[Work to complete] Your answer must be an exact copy of the records, with no pictures included.

======== Supplied data ========

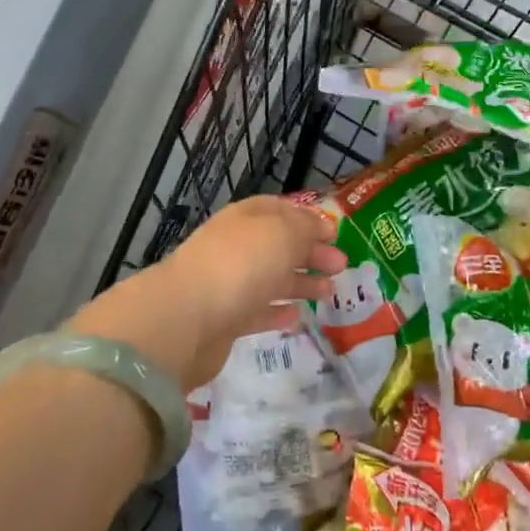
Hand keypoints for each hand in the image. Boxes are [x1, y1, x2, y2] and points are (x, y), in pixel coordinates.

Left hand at [68, 196, 344, 392]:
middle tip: (342, 266)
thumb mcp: (283, 233)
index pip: (279, 210)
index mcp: (245, 218)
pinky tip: (298, 316)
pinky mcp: (224, 320)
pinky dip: (278, 311)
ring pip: (270, 278)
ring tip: (329, 293)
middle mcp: (234, 247)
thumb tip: (321, 226)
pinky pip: (257, 311)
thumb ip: (306, 228)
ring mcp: (227, 284)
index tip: (334, 232)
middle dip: (310, 253)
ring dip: (300, 282)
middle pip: (277, 245)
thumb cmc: (241, 264)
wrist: (187, 318)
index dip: (307, 218)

========

[Solution]
Hand keypoints for each hand in the image. Boxes are [x1, y1, x2, y2] and points are (x, y), in pixel coordinates.

Left hand at [68, 196, 344, 392]:
middle tip: (342, 266)
thumb mcp: (283, 233)
index pip: (279, 210)
index mcp: (245, 218)
pinky tip: (298, 316)
pinky mcp: (224, 320)
pinky dip: (278, 311)
ring pip: (270, 278)
ring tip: (329, 293)
middle mcp: (234, 247)
thumb tip: (321, 226)
pinky pip: (257, 311)
thumb ip: (306, 228)
ring mcp: (227, 284)
index tip: (334, 232)
middle dip: (310, 253)
ring dip: (300, 282)
middle pip: (277, 245)
thumb cmc: (241, 264)
wrist: (187, 318)
index dip: (307, 218)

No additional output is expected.